[Data extracted from a collection]
┏━━

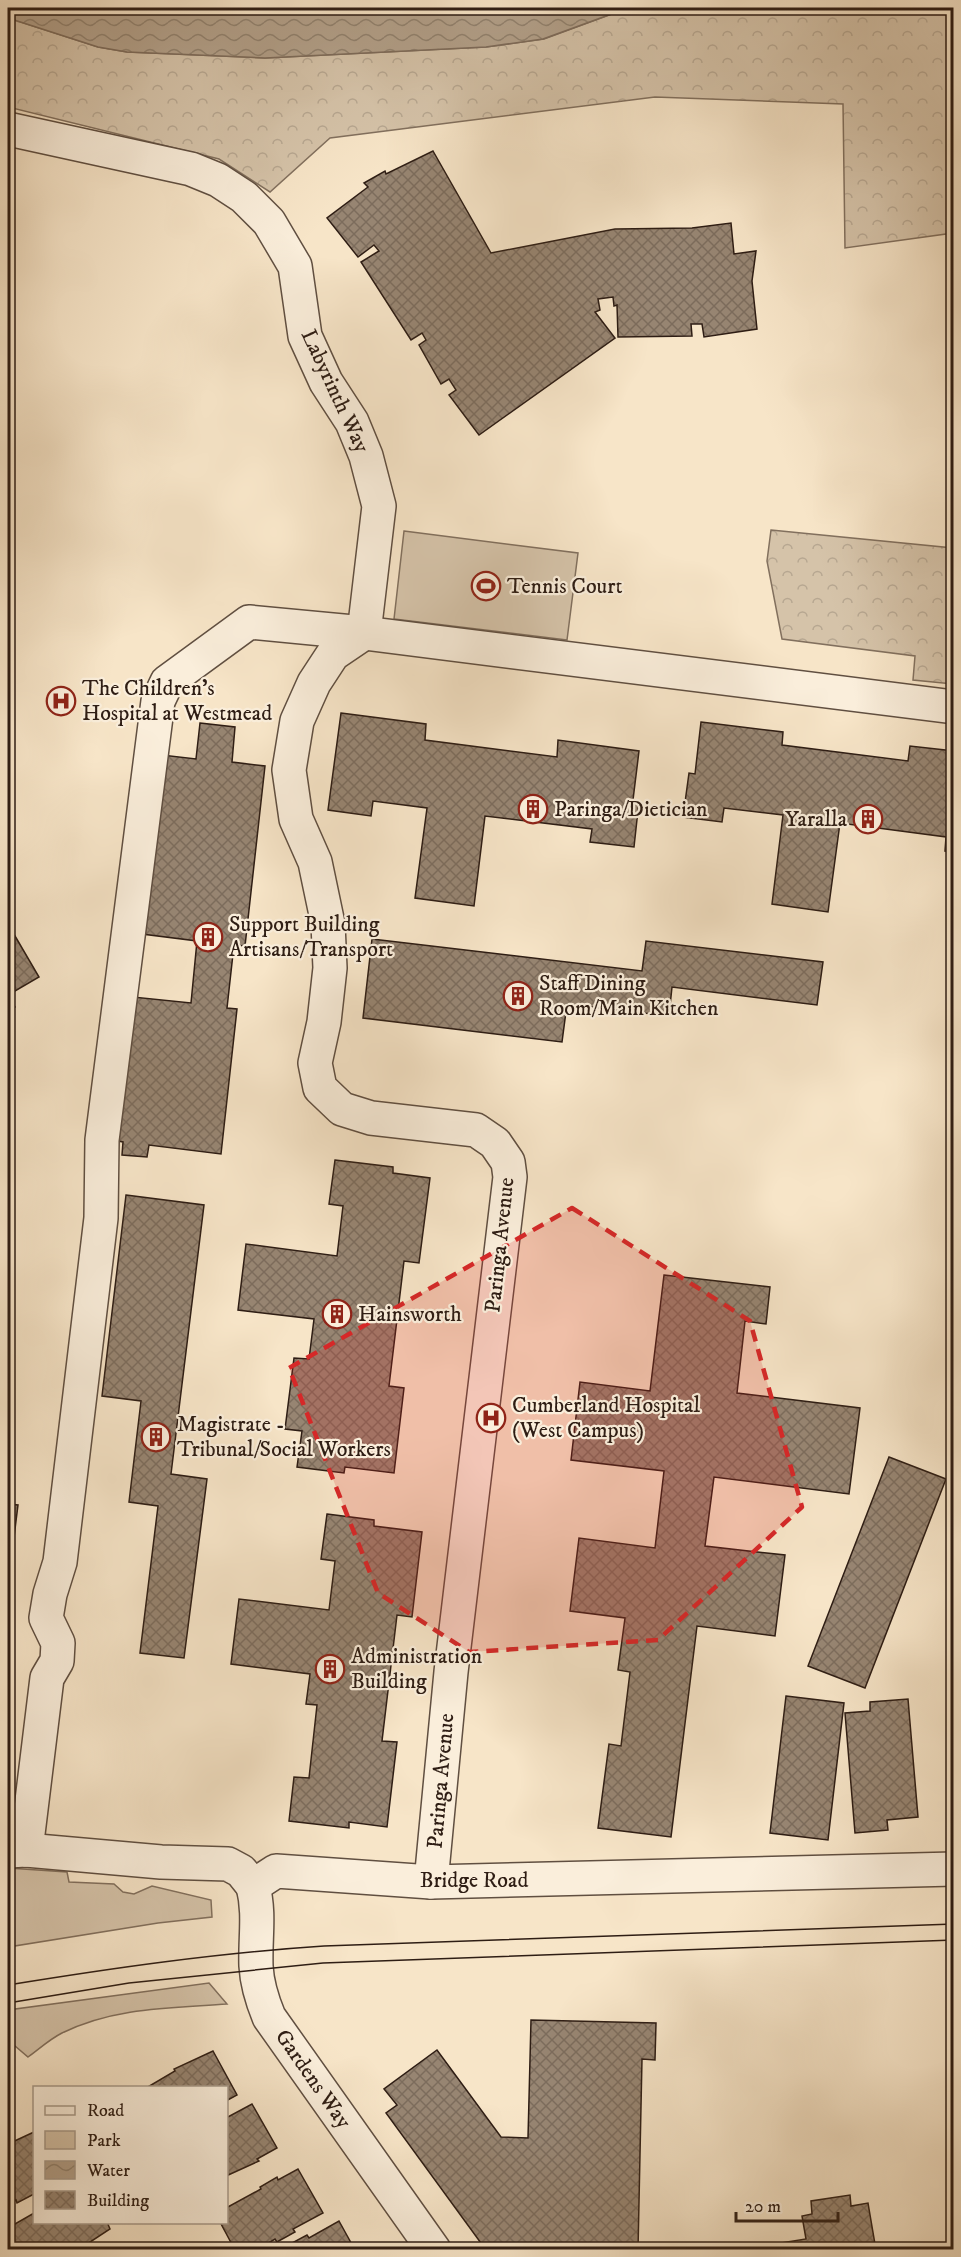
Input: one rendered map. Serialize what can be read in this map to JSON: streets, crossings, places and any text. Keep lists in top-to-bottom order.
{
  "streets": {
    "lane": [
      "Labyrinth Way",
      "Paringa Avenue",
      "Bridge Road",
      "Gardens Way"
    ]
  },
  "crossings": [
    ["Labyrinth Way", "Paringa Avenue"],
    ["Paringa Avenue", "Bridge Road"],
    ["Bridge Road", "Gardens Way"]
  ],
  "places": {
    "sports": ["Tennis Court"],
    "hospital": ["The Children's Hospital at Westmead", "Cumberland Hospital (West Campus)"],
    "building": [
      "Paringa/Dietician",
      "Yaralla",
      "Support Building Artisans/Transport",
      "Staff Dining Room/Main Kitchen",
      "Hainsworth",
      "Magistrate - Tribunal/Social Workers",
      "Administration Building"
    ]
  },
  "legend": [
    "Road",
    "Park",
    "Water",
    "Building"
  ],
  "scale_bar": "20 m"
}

┗━━

* _EXERCISE REQUIREMENTS_
Transcribe all the entries precisely. Do not include any picture.

* _RESPONSE AREA_
Input: one rendered map. Serialize what can be read in this map to JSON: streets, crossings, places and any text. Keep lists in top-to-bottom order.
{
  "streets": {
    "lane": [
      "Labyrinth Way",
      "Paringa Avenue",
      "Bridge Road",
      "Gardens Way"
    ]
  },
  "crossings": [
    ["Labyrinth Way", "Paringa Avenue"],
    ["Paringa Avenue", "Bridge Road"],
    ["Bridge Road", "Gardens Way"]
  ],
  "places": {
    "sports": ["Tennis Court"],
    "hospital": ["The Children's Hospital at Westmead", "Cumberland Hospital (West Campus)"],
    "building": [
      "Paringa/Dietician",
      "Yaralla",
      "Support Building Artisans/Transport",
      "Staff Dining Room/Main Kitchen",
      "Hainsworth",
      "Magistrate - Tribunal/Social Workers",
      "Administration Building"
    ]
  },
  "legend": [
    "Road",
    "Park",
    "Water",
    "Building"
  ],
  "scale_bar": "20 m"
}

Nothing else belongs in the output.